Colitis is diagnosed based on clinical signs (non-fatal diarrhoea without blood), pathological findings and laboratory investigations (culture and PCR).
Correct diagnosis requires the exclusion of other causes of enteric diseases (such as ileitis, salmonellosis, or PCV-2 infection). Serological tests for the diagnosis of SD and colitis are not available.
Disease management and control
Brachyspira spp-infected pigs, their faeces and anything contaminated with infected faeces (e.g., vehicles, boots, and equipment) can easily spread infection between farms. Infected farms threaten other pig farms due to spreading on vehicles or by pig movements.
Healthy carrier pigs can excrete Brachyspira pathogens over a long time period (at least 90 days following recovery from clinical disease) and are the main source of new infections on pig farms. Consequently, all new stock introduced into pig farms should be screened for carriage of B. hyodysenteriae, B. hampsonii and B. pilosicoli and subjected to quarantine.
As shown in Table 1, pathogenic Brachyspira species have more than one potential host species and cross-species transmission may occur. Several vectors (including rodents, birds, flies, cats, dogs) have been identified as helping spread the pathogens of SD and colitis.
Strict biosecurity measures on farms are required to reduce transmission. Contact should be prevented between the pigs on the farm and any potential sources of infection including other pigs, wild birds, chickens, and rodents.
No commercial vaccines against B. hyodysenteriae, B. hampsonii or B. pilosicoli are currently available.
Antimicrobial therapy is the best option available to veterinarians to control SD and colitis effectively.
Accurate antimicrobial susceptibility testing (AST) of Brachyspira spp. for the different antibiotic treatment options is of critical importance. However, Brachyspira spp. are slow growing, fastidious, anaerobic spirochetes that require specialist equipment, media and expertise for successful culturing, isolation, and final susceptibility testing in laboratories.
Brachyspira spp. isolates are highly susceptible to tiamulin. Published in vitro test assays show low tiamulin minimum inhibitory concentration (MIC) values.
Vetmulin® (tiamulin) is one of the therapeutics registered worldwide for the treatment, metaphylaxis and control of SD and colitis. In pharmacokinetic studies, the concentration of tiamulin in the colon after oral and parenteral administration were determined (Table 2).
PK / PD relationships
Tiamulin pharmacokinetic (PK) data, tiamulin MIC data and the PK / pharmacodynamic (PD) relationship are all essential to predict the probability of therapeutic success for the varying clinical situations of Brachyspira infections. Recent MIC results from US investigations of B. hyodysenteriae and B. hampsonii isolated in different US states, together with tiamulin PK data due to oral administration are shown in Figure 3. For the prediction of successful SD treatment, the colon content concentration of tiamulin needs to be at or above the MIC90 values.

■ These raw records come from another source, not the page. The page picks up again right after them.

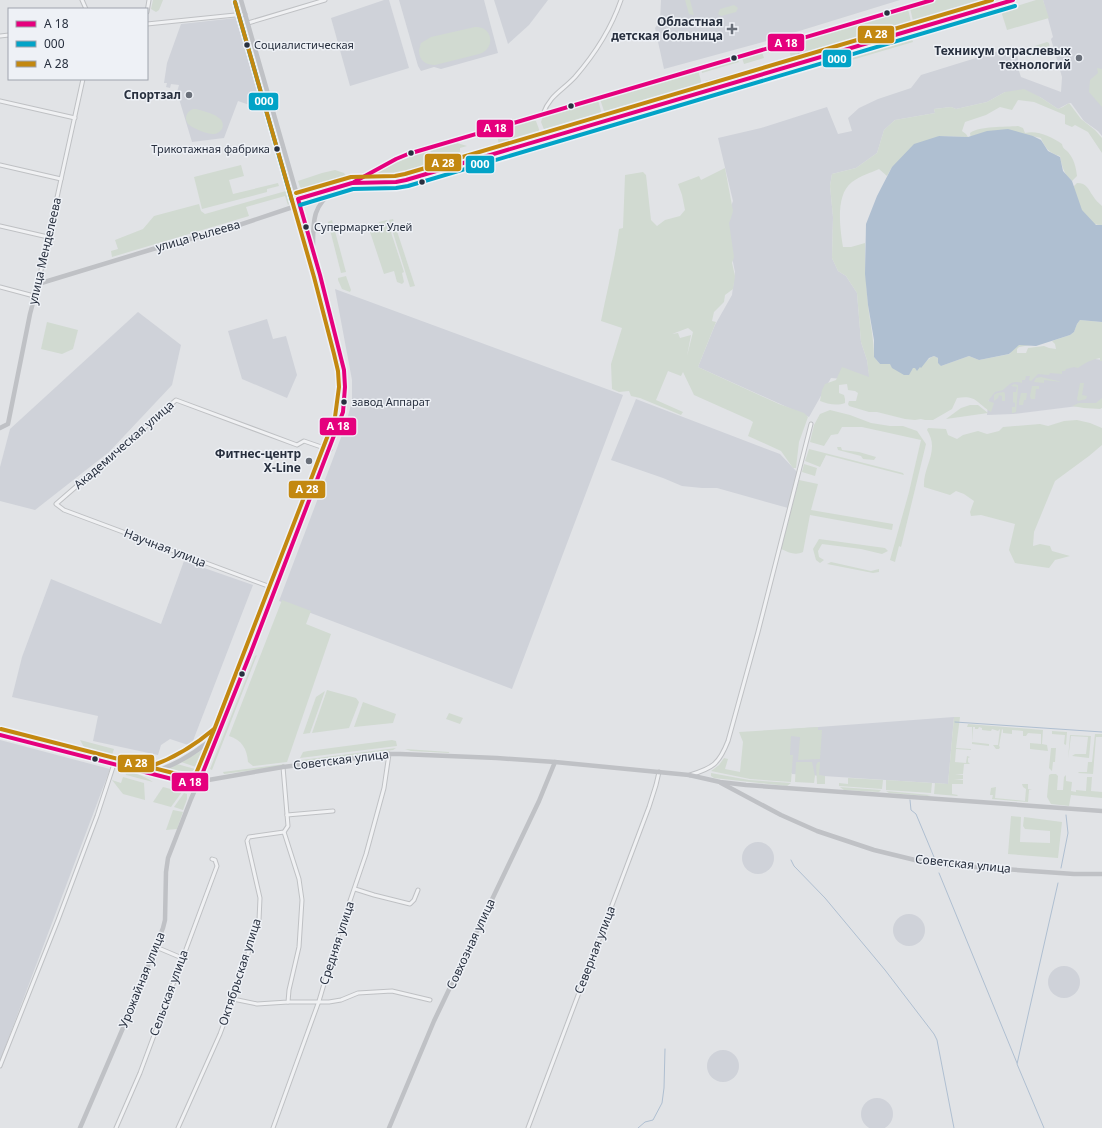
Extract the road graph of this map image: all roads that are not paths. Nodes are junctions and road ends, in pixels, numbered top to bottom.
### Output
1 (241, 0) edge
2 (325, 0) edge
3 (621, 0) edge
4 (932, 0) edge
5 (1013, 0) edge
6 (925, 1) edge
7 (245, 14) junction
8 (248, 23) junction
9 (148, 24) edge
10 (796, 40) junction
11 (803, 63) junction
12 (83, 80) edge
13 (0, 101) edge
14 (543, 115) junction
15 (75, 118) junction
16 (0, 165) edge
17 (61, 179) junction
18 (352, 183) junction
19 (341, 186) junction
20 (298, 199) junction
21 (0, 226) edge
22 (48, 237) junction
23 (313, 251) junction
24 (38, 284) junction
25 (0, 287) edge
26 (34, 296) junction
27 (811, 424) dead end
28 (0, 428) edge
29 (330, 450) junction
30 (56, 504) joint
31 (276, 589) junction
32 (220, 732) junction
33 (0, 735) edge
34 (389, 754) junction
35 (555, 762) junction
36 (114, 764) junction
37 (283, 768) junction
38 (659, 772) junction
39 (150, 773) junction
40 (689, 775) junction
41 (199, 782) junction
42 (720, 782) junction
43 (333, 811) dead end
44 (1102, 811) edge
45 (287, 815) junction
46 (284, 832) junction
47 (212, 859) dead end
48 (1102, 874) edge
49 (355, 888) junction
50 (418, 890) dead end
51 (156, 947) junction
52 (182, 958) junction
53 (233, 999) junction
54 (430, 1000) dead end
55 (319, 1001) junction
56 (288, 1002) junction
57 (0, 1066) edge
58 (80, 1128) edge
59 (116, 1128) edge
60 (178, 1128) edge
61 (273, 1128) edge
62 (389, 1128) edge
63 (528, 1128) edge

1 - 7 main road, Урожайная улица
2 - 8 street
3 - 14 street
4 - 6 main road, улица Рылеева
5 - 11 main road, улица Рылеева
6 - 10 main road, улица Рылеева
7 - 8 main road, Урожайная улица
7 - 9 street
8 - 20 main road, Урожайная улица
10 - 11 main road
10 - 14 main road, улица Рылеева
11 - 18 main road, улица Рылеева
12 - 15 street, улица Менделеева
13 - 15 street
14 - 18 main road, улица Рылеева
15 - 17 street, улица Менделеева
16 - 17 street
17 - 22 street, улица Менделеева
18 - 19 main road, улица Рылеева
19 - 20 main road, улица Рылеева
19 - 23 main road
20 - 23 main road, Урожайная улица
20 - 24 main road, улица Рылеева
21 - 22 street
22 - 24 street, улица Менделеева
23 - 29 main road, Урожайная улица
24 - 26 main road, улица Менделеева
25 - 26 street
26 - 28 main road, улица Менделеева
27 - 40 street
29 - 30 street, Академическая улица
29 - 31 main road, Урожайная улица
30 - 31 street, Научная улица
31 - 32 main road, Урожайная улица
32 - 39 main road
32 - 41 main road, Урожайная улица
33 - 36 main road, Советская улица
34 - 35 main road, Советская улица
34 - 37 main road, Советская улица
34 - 49 street, Средняя улица
35 - 38 main road, Советская улица
35 - 62 main road, Совхозная улица
36 - 39 main road, Советская улица
36 - 57 street
37 - 41 main road, Советская улица
37 - 45 street
38 - 40 main road, Советская улица
38 - 63 street, Северная улица
39 - 41 main road, Советская улица
40 - 42 main road, Советская улица
41 - 51 main road, Урожайная улица
42 - 44 main road
42 - 48 main road, Советская улица
43 - 45 street
45 - 46 street
46 - 53 street, Октябрьская улица
46 - 56 street
47 - 52 street, Сельская улица
49 - 50 street
49 - 55 street, Средняя улица
51 - 52 street
51 - 58 main road, Урожайная улица
52 - 59 street, Сельская улица
53 - 56 street
53 - 60 street, Октябрьская улица
54 - 55 street
55 - 56 street
55 - 61 street, Средняя улица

Effective tiamulin concentrations are achieved in the colon contents by feed and water medication at treatment dosages. The concentrations are far higher than the determined MIC ranges and MIC90 values for B. hyodysenteriae and B. hampsonii isolates. They are high enough to inhibit SD development and to be an effective SD treatment when given at the registered dosage.

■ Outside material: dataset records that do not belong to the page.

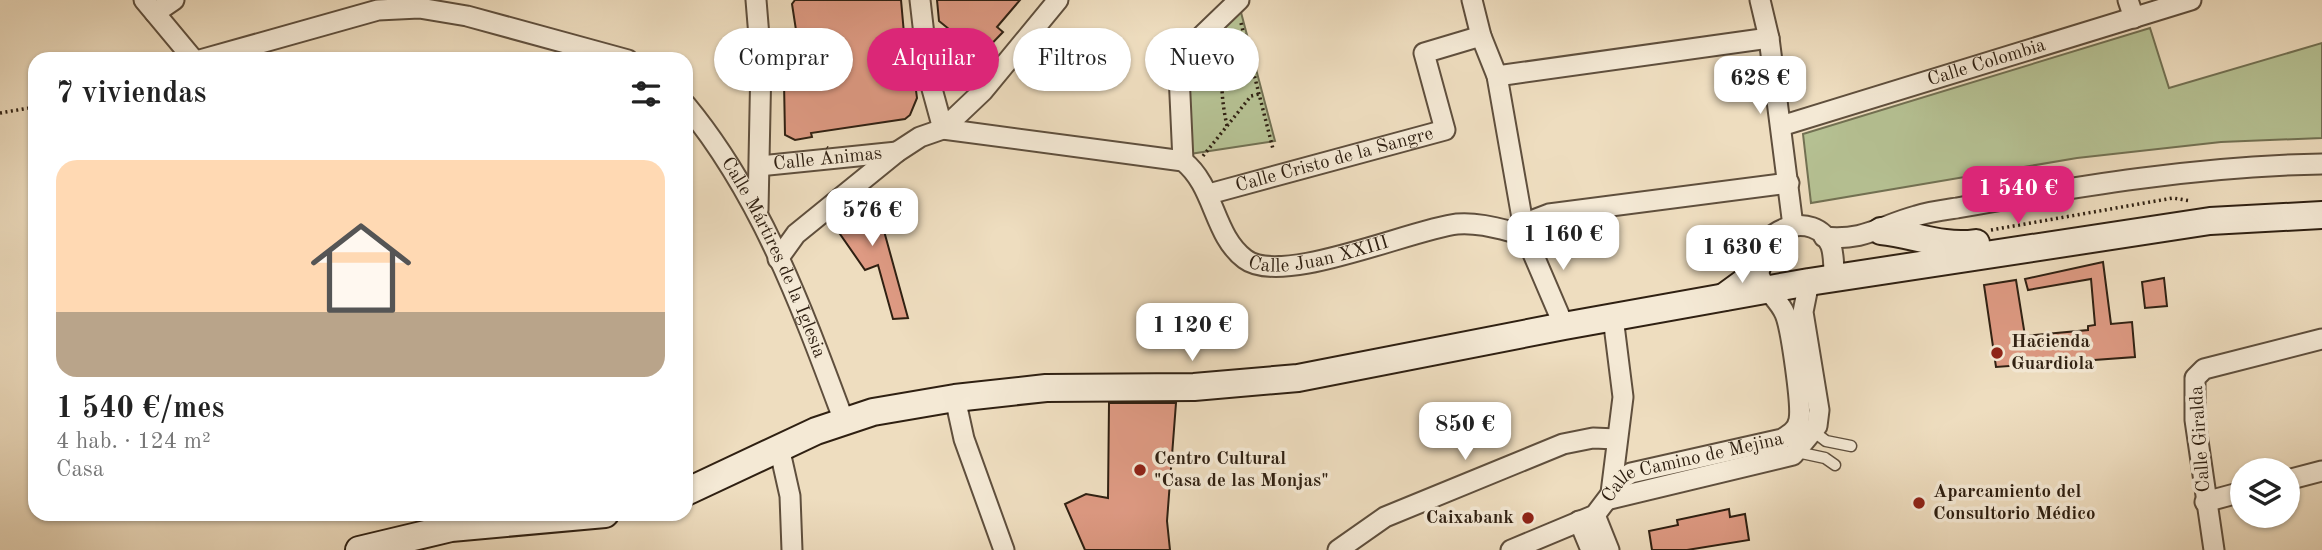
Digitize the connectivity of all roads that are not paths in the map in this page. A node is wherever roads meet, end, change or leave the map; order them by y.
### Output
1 (174, 0) edge
2 (756, 0) edge
3 (1058, 0) edge
4 (1239, 0) edge
5 (1472, 0) edge
6 (1760, 0) edge
7 (2191, 0) edge
8 (922, 3) edge
9 (150, 6) edge
10 (2131, 9) edge
11 (1481, 36) junction
12 (1769, 38) junction
13 (187, 52) edge
14 (228, 52) edge
15 (599, 52) edge
16 (1497, 76) junction
17 (693, 116) edge
18 (1782, 125) junction
19 (943, 129) junction
20 (897, 152) junction
21 (1193, 159) junction
22 (2322, 164) edge
23 (760, 166) junction
24 (1789, 183) junction
25 (1209, 194) junction
26 (758, 210) junction
27 (2203, 211) junction
28 (2322, 215) edge
29 (1793, 226) junction
30 (1524, 230) junction
31 (1881, 231) junction
32 (1824, 237) junction
33 (778, 259) junction
34 (1758, 265) junction
35 (1822, 280) junction
36 (1768, 291) junction
37 (1722, 299) junction
38 (1613, 317) junction
39 (1564, 326) junction
40 (2322, 339) edge
41 (955, 397) junction
42 (844, 421) junction
43 (1617, 439) junction
44 (1802, 439) junction
45 (1851, 446) dead end
46 (779, 447) junction
47 (1835, 465) dead end
48 (2322, 471) edge
49 (2300, 477) edge
50 (693, 489) edge
51 (2230, 495) edge
52 (1610, 499) junction
53 (2205, 502) junction
54 (1587, 518) junction
55 (528, 521) edge
56 (359, 550) edge
57 (792, 550) edge
58 (1004, 550) edge
59 (1338, 550) edge
60 (1511, 550) edge
61 (1591, 550) edge
62 (1609, 550) edge
63 (2214, 550) edge

1 - 9 street
2 - 23 street
3 - 19 street, Calle Ánimas
4 - 21 street
5 - 11 street
6 - 12 street
7 - 10 street, Calle Colombia
8 - 19 street
9 - 13 street
10 - 18 street, Calle Colombia
11 - 16 street
11 - 25 street, Calle Cristo de la Sangre
12 - 16 street
12 - 18 street
14 - 15 street
16 - 30 street
17 - 26 street, Calle Mártires de la Iglesia
18 - 24 street
19 - 20 street, Calle Ánimas
19 - 21 street
20 - 23 street, Calle Ánimas
20 - 33 street, Calle Ánimas
21 - 25 street, Calle Juan XXIII
22 - 31 street
23 - 26 street
24 - 29 street
24 - 30 street
25 - 30 street, Calle Juan XXIII
26 - 33 street, Calle Mártires de la Iglesia
27 - 28 main road
27 - 31 main road
27 - 35 main road
29 - 32 street
29 - 34 street
30 - 39 street
31 - 32 street
32 - 35 street
33 - 42 street, Calle Mártires de la Iglesia
34 - 36 street
34 - 37 main road
35 - 36 main road
35 - 44 street, Calle Camino de Mejina
36 - 37 main road
36 - 44 street, Calle Camino de Mejina
37 - 38 main road
38 - 39 main road
38 - 43 street
39 - 41 main road
40 - 53 street, Calle Giralda
41 - 42 main road
41 - 58 street
42 - 46 main road
43 - 52 street
43 - 59 street
44 - 45 lane
44 - 47 lane
44 - 52 street, Calle Camino de Mejina
46 - 50 main road
46 - 57 street
48 - 49 street
51 - 53 street
52 - 54 street, Calle Camino de Mejina
53 - 63 street, Calle Giralda
54 - 60 street
54 - 61 street
54 - 62 street, Calle Camino de Mejina
55 - 56 main road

Swine dysentery and colitis are both a challenge on pig farms worldwide. Treatment, control, and elimination of both diseases relies on the use of antibiotics as no commercial vaccines are available. Vetmulin® (tiamulin) is the preferred antibiotic for SD and colitis treatment based on its PK/PD profile. The substantial therapeutic effect of Vetmulin® (tiamulin) can be explained by its gut pharmacokinetics and the high sensitivity of Brachyspira isolates to tiamulin. It is also an important tool to eradicate Brachyspira-based infections.